[Data supplied]

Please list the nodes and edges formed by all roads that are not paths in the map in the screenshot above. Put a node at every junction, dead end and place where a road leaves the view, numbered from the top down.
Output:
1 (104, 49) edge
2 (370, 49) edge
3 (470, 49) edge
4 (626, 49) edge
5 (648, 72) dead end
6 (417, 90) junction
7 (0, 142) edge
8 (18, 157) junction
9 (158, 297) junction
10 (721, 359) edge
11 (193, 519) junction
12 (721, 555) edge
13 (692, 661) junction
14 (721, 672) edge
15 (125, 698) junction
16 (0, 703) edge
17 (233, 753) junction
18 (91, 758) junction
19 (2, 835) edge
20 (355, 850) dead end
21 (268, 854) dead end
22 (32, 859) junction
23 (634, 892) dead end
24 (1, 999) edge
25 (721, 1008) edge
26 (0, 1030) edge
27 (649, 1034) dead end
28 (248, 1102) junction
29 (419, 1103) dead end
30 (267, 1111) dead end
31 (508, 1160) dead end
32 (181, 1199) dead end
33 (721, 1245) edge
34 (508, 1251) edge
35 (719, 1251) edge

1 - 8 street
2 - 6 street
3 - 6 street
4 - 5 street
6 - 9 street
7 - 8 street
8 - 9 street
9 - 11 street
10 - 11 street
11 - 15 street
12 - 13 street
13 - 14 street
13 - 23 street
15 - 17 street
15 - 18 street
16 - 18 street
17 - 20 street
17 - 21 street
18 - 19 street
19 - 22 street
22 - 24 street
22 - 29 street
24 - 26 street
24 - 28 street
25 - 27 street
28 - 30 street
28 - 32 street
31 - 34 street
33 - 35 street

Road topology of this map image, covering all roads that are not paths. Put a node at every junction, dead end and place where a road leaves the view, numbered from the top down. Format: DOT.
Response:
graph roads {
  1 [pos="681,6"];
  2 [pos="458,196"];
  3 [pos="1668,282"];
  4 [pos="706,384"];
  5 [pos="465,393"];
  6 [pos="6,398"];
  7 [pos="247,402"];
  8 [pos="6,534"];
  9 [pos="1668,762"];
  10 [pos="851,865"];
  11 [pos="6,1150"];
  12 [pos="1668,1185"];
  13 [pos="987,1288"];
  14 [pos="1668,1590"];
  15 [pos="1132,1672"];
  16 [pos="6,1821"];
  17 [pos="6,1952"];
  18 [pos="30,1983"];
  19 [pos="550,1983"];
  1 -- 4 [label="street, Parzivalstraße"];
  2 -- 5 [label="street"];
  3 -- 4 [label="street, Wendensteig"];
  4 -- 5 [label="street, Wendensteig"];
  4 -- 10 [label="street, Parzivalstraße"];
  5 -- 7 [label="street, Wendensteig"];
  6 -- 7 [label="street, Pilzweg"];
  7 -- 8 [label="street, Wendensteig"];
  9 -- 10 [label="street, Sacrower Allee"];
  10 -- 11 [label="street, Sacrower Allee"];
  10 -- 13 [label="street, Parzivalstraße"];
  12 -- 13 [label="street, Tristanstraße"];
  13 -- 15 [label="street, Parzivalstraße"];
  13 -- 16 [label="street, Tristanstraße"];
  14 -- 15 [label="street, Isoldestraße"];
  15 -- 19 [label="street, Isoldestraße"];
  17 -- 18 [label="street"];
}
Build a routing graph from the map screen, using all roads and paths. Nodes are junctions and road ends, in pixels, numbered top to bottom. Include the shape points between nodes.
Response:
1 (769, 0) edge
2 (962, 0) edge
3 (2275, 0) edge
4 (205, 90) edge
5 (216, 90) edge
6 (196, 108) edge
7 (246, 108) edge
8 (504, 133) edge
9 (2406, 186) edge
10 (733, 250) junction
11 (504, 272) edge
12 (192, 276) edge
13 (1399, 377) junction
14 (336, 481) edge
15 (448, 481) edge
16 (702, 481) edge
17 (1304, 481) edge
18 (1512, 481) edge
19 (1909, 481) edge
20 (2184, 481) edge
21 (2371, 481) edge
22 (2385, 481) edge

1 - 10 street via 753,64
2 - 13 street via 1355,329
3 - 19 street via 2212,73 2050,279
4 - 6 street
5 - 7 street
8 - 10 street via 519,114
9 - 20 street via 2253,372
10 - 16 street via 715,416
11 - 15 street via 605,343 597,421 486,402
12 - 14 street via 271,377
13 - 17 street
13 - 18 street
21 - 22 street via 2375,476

[Exercise objective] Please count how many lines in the preceding records hold the word "every", then give only that number.

[Response to this exercise] 2